And it is really important for us to know that, because God has made it very clear that being rich can be hazardous to your health, and that is a warning we should take seriously. In the Old Testament reading, Amos, the prophet, proclaims God’s judgment on those who have become so rich and so comfortable and so complacent that they have turned a deaf ear to God’s warnings, so much so that they couldn’t care less about the moral decay of their people. They had fallen prey to the “I got mine” philosophy of life. Their wealth had deadened their sensibilities to anything but a desire for their own pleasure and ease. And God’s warning for them is harsh: “The revelry of the loungers shall pass away,” Amos tells them. In plain English, God is saying, “The party’s over. In fact, you’ll be the first to be taken into exile.”

In the New Testament reading, in his letter to Timothy, we read Paul’s very familiar words, “The love of money is the root of all evil.” And he warns Timothy – and us – that those who desire wealth often come to very bad ends. I think we need to be very careful to listen to what Paul is saying, because we tend to be all too quick to find comfort in his wording. “What a relief! Paul doesn’t say that MONEY is the root of all evil, he only says the LOVE of money is the root of all evil.” Because who among us thinks that he LOVES his paychecks and his 410K? But we fail to really take to heart Paul’s warning that acquiring wealth is playing with fire. “Watch out,” Paul is telling Timothy – and us, “or you might be badly burned.” Remember what Jesus said to his disciples when the rich young man turned sadly away because he just couldn’t bring himself to sell his possessions and follow Jesus in the freedom of poverty. “Listen: it’s easier for a camel to go through the eye of a needle than for a rich person to enter the kingdom of God.”

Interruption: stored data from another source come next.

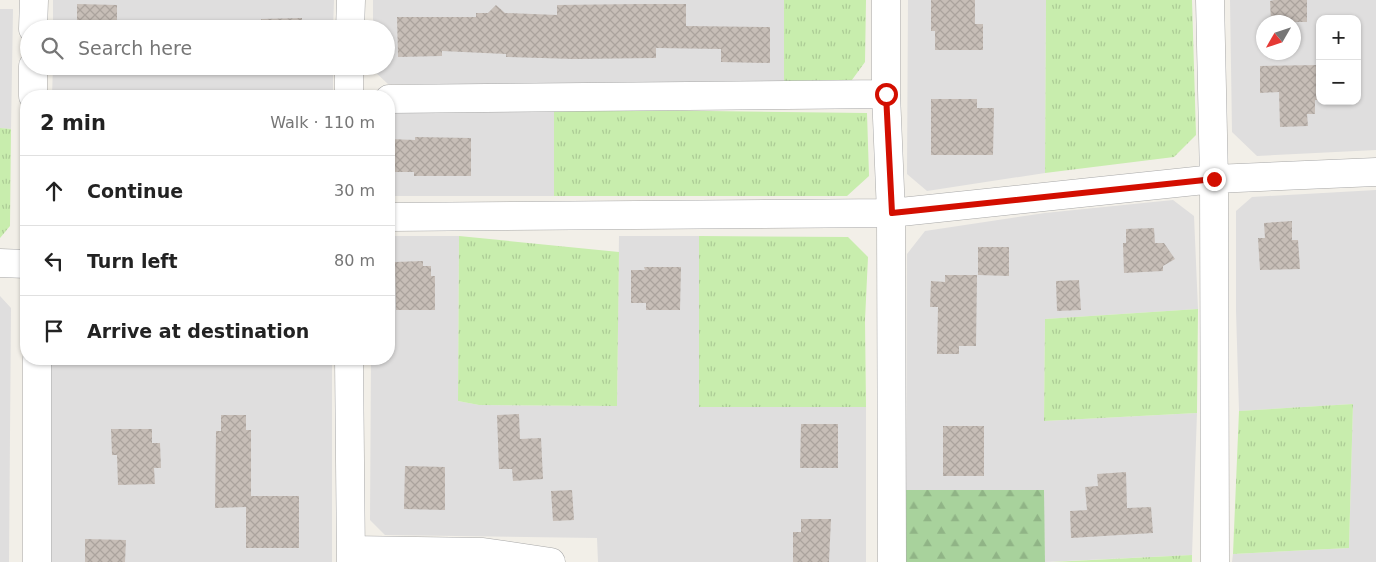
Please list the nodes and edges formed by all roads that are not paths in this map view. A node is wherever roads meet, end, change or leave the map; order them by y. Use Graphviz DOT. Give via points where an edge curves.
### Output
graph roads {
  1 [pos="34,0"];
  2 [pos="350,0"];
  3 [pos="886,0"];
  4 [pos="1210,0"];
  5 [pos="33,20"];
  6 [pos="350,20"];
  7 [pos="33,75"];
  8 [pos="350,75"];
  9 [pos="33,90"];
  10 [pos="349,90"];
  11 [pos="886,94"];
  12 [pos="395,99"];
  13 [pos="1376,172"];
  14 [pos="1214,179"];
  15 [pos="892,213"];
  16 [pos="395,217"];
  17 [pos="0,263"];
  18 [pos="20,264"];
  19 [pos="37,365"];
  20 [pos="349,365"];
  21 [pos="351,556"];
  22 [pos="37,562"];
  23 [pos="551,562"];
  24 [pos="892,562"];
  25 [pos="1215,562"];
  1 -- 5 [label="street"];
  2 -- 6 [label="street"];
  3 -- 11 [label="street"];
  4 -- 14 [label="street"];
  7 -- 9 [label="street"];
  8 -- 10 [label="street"];
  11 -- 12 [label="street"];
  11 -- 15 [label="street"];
  13 -- 14 [label="street"];
  14 -- 15 [label="street"];
  14 -- 25 [label="street"];
  15 -- 16 [label="street"];
  15 -- 24 [label="street"];
  17 -- 18 [label="street"];
  19 -- 22 [label="street"];
  20 -- 21 [label="street"];
  21 -- 23 [label="street" via="483,552"];
}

Of course, by the grace of God rich as well as poor find their way into the kingdom, and Paul also gives practical advice here for rich Christians. He gives three important pieces of advice. First, wealth likes nothing better than to set itself up on the altar of our hearts, and it’s very good at doing that. Keep wealth in its proper place, Paul says. Be sure to set your hearts firmly on the one who is the giver of every good thing, God and God alone. Let your hope rest only on what will last, and avoid the pride and arrogance that accompanies wealth. Second, since you are rich, use your wealth for the good of others. Be generous; be rich in good works, not in goods. And third, in all that you do, make sure you are building a real foundation for the future, for the life that really is life. Don’t be deceived by the false promises that wealth makes to you.

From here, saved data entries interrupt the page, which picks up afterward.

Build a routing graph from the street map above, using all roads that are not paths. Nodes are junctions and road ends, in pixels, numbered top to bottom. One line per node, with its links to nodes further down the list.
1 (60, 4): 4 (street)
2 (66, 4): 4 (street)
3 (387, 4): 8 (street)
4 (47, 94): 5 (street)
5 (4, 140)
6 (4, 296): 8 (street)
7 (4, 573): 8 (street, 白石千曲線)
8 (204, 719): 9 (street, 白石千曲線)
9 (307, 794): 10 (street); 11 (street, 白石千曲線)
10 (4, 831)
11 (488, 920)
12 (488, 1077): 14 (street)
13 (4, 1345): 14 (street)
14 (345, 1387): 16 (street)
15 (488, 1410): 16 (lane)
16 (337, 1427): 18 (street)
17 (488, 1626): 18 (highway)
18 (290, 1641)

And then there is the gospel reading – Jesus’s strange and disturbing parable about the rich man and Lazarus. It’s important to remember that this is a parable. It’s not a theological description of how heaven and hell work. It’s not a future episode in the life of the other Lazarus, brother of Mary and Martha, whom Jesus raises from the dead. Lazarus was a fairly common name that means “God helps,” it’s a form of the name Eliezer. The point being that this is a parable, which is basically a picture painted in words.

And the picture that Jesus paints here takes the way the world sees things, and turns it upside down, beginning with the two main characters in the story, the Rich Man and Lazarus. Now, in the real world the name of the Rich Man would have been a household word. Everybody knows you are if you are wealthy. Your life is big: your home is big, the gatherings of people at your home are big, the feasts on your table are big. Needless to say, your bank account is big. On the other hand, people like Lazarus, in the real world, are just part of a nameless, faceless multitude. Their lives are small, and dirty, and beneath the notice of the more fortunate. Remember the story of the man who was born blind, how after Jesus healed him, people weren’t sure if it was really him or not. They had to ask his parents to identify him, because even though they’d seen him begging on the side of the road his whole life, for twenty or thirty or forty years, no one had ever really looked at him closely enough to know his face.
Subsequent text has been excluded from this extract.